All nautical analogies aside, it's simply not worth the pain anymore.

Midori shows great promise... I would love to see that browser get the kind of attention Firefox got in its early days. That would mean it would get the development it so sorely needs and deserves.

Until then, I'm just another defector to the Chrome camp. :-/
Totally exaggerated claim, to say the least.

From my own experience, the latest Firefox is way faster than Chrome, uses less memory (oh yes! just try to sum up all those Chrome processes), especially as the number of tabs starts to increase, it has real and actually helpful extensions and it integrates better with GTK and Unity...Enough said.
i have to agree with +Marin Treselj it might not be the fastest on the benchmark but really uses less memory and it's faster in cold/hot start.
The day Chromium showed up, I found it much better than FF even though it didn't have as many extensions as FF.
I heard the FF developers are forging a partnership with RIM.
Stan G
+Robin Goins If Chrome stopped working on some sites for you, start with a blank new profile, it should help. You can later restore your settings via Chrome sync. Location of profile directory depends on your operating system, find it, exit Chrome, rename it to something ".old", for example, and your Chrome will rebuild it from scratch.

You might even gradually copy the files from the old profile into the new and see which one breaks your sites, you can even pinpoint the exact offending setting and post your experience on Chrome support site.
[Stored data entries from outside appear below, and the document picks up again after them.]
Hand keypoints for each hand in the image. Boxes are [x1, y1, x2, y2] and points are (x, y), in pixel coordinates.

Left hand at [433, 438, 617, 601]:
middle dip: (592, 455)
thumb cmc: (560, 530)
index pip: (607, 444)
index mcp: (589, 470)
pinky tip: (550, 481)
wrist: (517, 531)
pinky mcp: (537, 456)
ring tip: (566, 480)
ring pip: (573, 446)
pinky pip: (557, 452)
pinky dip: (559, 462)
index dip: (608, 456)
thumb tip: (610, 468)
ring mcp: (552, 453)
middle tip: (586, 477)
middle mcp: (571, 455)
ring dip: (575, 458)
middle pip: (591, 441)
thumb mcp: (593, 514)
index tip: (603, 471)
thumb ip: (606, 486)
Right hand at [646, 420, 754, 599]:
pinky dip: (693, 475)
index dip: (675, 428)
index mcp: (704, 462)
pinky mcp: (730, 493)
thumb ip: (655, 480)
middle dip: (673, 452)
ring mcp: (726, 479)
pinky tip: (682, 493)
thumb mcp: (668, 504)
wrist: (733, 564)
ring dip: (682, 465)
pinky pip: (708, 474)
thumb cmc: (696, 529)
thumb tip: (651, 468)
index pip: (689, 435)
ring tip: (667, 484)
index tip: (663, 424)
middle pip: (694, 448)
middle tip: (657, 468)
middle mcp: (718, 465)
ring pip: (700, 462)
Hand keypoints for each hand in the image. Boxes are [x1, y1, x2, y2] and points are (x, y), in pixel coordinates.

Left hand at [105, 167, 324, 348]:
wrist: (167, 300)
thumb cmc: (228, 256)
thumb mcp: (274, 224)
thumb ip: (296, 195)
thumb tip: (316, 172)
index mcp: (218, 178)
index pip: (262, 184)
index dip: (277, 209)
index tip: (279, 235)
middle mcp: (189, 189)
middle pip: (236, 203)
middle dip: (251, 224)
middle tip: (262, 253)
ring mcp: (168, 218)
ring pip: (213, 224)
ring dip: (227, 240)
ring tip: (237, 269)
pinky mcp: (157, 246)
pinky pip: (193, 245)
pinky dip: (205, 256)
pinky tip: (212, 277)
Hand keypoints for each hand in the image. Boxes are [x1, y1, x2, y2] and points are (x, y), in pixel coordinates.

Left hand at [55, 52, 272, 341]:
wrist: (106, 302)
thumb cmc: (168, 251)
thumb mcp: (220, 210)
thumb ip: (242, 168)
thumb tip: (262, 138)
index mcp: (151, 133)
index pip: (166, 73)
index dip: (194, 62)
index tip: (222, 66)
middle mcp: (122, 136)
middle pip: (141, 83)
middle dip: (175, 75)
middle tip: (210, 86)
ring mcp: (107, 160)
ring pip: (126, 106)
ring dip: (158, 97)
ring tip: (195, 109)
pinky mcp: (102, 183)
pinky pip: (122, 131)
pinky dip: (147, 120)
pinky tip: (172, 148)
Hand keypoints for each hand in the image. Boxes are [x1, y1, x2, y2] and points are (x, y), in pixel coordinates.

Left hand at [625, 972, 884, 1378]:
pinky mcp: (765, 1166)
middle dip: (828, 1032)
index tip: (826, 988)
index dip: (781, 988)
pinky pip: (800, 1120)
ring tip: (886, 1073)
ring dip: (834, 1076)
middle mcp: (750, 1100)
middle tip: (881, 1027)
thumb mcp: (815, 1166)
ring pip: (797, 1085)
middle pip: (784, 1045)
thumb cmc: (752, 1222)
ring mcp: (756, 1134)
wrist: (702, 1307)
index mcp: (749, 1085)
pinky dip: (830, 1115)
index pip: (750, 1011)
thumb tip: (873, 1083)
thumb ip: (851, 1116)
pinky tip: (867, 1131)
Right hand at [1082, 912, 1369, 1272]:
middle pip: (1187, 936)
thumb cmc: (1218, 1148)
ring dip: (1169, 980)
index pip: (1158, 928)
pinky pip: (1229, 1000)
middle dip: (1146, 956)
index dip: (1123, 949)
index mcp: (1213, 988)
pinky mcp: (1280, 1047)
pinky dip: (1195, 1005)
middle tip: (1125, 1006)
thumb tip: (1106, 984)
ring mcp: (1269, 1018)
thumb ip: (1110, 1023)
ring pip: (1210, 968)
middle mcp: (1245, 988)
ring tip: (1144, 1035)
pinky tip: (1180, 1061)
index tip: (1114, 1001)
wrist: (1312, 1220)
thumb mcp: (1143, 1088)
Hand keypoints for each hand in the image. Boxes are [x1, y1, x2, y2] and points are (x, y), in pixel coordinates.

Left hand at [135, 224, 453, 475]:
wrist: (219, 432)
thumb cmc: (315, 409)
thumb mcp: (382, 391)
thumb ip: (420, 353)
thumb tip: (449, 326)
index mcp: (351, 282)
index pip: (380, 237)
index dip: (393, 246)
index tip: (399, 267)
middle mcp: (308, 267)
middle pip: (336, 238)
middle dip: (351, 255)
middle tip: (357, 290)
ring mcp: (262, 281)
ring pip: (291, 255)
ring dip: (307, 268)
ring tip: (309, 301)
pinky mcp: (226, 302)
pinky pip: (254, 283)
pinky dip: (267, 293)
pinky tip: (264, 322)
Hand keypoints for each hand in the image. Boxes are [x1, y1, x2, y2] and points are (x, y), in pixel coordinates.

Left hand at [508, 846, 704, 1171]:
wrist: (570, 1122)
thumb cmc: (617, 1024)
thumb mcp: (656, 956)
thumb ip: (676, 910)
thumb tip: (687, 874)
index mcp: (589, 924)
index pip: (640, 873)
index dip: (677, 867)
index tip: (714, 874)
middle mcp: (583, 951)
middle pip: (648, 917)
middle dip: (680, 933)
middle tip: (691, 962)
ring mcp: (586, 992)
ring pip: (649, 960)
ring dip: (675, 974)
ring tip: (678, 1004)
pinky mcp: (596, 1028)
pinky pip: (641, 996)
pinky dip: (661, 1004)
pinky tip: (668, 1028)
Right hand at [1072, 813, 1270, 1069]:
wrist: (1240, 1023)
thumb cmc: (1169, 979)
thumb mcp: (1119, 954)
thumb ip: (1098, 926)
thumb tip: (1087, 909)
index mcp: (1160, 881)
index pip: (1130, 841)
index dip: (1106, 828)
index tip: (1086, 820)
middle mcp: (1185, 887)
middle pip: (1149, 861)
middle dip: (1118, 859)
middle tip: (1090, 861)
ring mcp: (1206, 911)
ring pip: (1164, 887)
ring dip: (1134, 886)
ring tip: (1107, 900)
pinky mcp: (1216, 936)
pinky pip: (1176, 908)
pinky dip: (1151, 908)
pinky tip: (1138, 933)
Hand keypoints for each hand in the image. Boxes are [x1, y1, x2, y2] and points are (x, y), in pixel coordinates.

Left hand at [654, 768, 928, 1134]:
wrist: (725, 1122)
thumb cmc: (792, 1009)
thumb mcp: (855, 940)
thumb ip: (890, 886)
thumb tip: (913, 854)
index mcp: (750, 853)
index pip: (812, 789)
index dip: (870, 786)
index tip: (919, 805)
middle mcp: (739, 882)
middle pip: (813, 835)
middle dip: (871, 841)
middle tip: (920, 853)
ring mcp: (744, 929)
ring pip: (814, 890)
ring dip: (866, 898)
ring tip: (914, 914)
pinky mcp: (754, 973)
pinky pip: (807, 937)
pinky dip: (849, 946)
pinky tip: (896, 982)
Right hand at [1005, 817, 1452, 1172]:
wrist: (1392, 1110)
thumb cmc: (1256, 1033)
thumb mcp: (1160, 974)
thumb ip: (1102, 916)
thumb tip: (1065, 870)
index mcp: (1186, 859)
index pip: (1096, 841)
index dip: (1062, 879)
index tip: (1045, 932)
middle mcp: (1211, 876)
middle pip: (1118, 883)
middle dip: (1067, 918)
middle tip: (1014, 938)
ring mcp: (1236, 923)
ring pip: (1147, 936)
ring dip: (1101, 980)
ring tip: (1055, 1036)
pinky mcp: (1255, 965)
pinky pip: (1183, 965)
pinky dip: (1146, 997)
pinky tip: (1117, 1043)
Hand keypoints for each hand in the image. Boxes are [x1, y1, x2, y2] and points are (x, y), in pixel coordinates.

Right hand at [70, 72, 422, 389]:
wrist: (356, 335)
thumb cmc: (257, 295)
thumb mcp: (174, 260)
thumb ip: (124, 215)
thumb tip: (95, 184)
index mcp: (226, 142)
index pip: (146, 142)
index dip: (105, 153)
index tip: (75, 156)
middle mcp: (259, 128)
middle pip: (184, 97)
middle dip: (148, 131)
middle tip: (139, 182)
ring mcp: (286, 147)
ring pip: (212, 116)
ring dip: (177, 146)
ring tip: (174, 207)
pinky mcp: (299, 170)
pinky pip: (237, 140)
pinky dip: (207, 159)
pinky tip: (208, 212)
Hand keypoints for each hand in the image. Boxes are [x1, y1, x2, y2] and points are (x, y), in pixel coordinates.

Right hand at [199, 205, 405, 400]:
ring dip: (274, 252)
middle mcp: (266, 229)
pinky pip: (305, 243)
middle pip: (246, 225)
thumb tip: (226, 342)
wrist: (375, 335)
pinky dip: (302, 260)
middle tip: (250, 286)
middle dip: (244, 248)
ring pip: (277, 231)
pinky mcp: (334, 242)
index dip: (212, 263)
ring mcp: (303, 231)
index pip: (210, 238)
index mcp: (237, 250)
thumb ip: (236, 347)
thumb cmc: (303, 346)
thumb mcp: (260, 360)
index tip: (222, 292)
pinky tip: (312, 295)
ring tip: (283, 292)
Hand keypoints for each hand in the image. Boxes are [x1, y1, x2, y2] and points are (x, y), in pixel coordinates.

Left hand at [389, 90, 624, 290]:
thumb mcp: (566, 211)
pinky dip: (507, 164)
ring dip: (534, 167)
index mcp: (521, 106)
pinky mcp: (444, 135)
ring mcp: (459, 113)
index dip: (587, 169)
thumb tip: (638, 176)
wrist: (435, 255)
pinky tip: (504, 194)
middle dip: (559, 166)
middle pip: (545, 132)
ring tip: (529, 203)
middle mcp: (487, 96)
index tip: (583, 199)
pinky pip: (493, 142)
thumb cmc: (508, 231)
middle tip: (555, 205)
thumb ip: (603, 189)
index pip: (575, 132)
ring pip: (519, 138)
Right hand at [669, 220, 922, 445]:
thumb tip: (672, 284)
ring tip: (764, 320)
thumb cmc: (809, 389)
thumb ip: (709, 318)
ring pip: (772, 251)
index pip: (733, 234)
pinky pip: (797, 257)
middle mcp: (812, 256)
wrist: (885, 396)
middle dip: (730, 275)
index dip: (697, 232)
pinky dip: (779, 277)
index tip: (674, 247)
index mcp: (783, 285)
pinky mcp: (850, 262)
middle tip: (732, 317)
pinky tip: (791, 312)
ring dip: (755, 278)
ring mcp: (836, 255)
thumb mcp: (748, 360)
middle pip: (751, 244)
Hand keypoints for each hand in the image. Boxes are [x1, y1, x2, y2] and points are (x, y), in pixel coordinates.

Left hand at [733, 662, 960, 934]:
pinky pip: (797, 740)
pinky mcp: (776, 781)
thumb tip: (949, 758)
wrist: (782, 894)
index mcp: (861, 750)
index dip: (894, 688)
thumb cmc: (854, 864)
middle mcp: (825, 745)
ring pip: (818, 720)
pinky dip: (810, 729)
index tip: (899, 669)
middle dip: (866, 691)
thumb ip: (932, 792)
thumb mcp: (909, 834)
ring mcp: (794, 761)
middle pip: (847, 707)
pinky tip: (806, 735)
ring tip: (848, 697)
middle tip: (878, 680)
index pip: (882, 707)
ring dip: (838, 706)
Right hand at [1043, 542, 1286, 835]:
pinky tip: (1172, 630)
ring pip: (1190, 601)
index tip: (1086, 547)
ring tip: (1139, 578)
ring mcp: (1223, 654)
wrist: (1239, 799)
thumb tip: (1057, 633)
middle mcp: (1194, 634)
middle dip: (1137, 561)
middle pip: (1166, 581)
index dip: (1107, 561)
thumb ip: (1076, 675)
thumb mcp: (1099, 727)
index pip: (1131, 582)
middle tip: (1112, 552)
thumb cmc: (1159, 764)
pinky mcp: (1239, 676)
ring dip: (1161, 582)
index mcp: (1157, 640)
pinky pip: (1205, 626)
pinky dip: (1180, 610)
For me FF is too slow with java apps and FF10 broke my IcedTea java plugin (on Linux) so I reverted back to FF9 and tabooed its upgrades.
The simplest fix for Chrome problems is to clear cache before doing a lot of intricate heavy lifting. 
As long as it has a rich community backing it, It will always have a future
Firefox is still my 2nd browser of preference on both Windows 7 and XP, my first choice is Internet Explorer 9, but in my work office I still have Internet Explorer 6.
It's a pity, because Firefox is my choice since ever (I even used Netscape 2.0 instead of IE in that old days!).
For me it's only crashing with some Java sites under GNU/Linux (Ubuntu family)
And on the Chrome side, sorry, but I only use Iron browser. I think is better (lighter and safer than Chrome and Chromium) and I don't like Chrome/Google dangerous flirting with patents and so.
I was an avid firefox user for years and absolutely loved the flexibility of it. About 6-12 months after chrome came out and everyone was ranting and raving about it a friend told me to try it out and it took a little while getting used to. As it got better and also integrated more with Android I was hooked, the syncing feature is 100% better than Firefox's ever was since it uses your Google account and not some random and impossible to remember string of characters.
I have just gone back to firefox, from chrome, because of constant crashes on youtube.
+walter byrd Also gone back to Firefox ... On several of my computers, Chome crashes and hangs a lot. Lots of talk about solutions out there but none seemed to work. Very annoying.
+Ralph Roberts and +walter byrd agree with you both. used chrome until early this year - it hanged a lot, hogged memory and had a lot of runaway processes. reminds me of FF 2 or 3 versions ago, reason why i moved to chrome in the first place. now back to FF, and more than satisfied with it, best FF yet, on both my Windows 7 and Ubuntu machines. I actually installed chrome again last week on an old laptop circa 2005 running Windows XP, and encountered the same problems, and worse, a check with Task Manager showed a number of chrome processes, even though chrome wasn't running!
+Richard Hintz but Richard, I'm always doing "intricate heavy lifting" and I expect my browser to keep up without me having to trick it into operating efficiently. Chrome does not currently do that. Firefox limps some but does kinda keep up at least.
I still prefer Chrome and Opera. Those are my favorite browsers, and I don't have any trouble with them. I don't have the crashing issues or other problems in Firefox, though. I use Waterfox (64 bit variant) on my Windows computer quite a bit, and it works well. Firefox is slower for me than either Chrome or Opera when I am in linux.
Firefox did so well when they started out and now they're getting careless. I still like Firefox but I also use Chrome.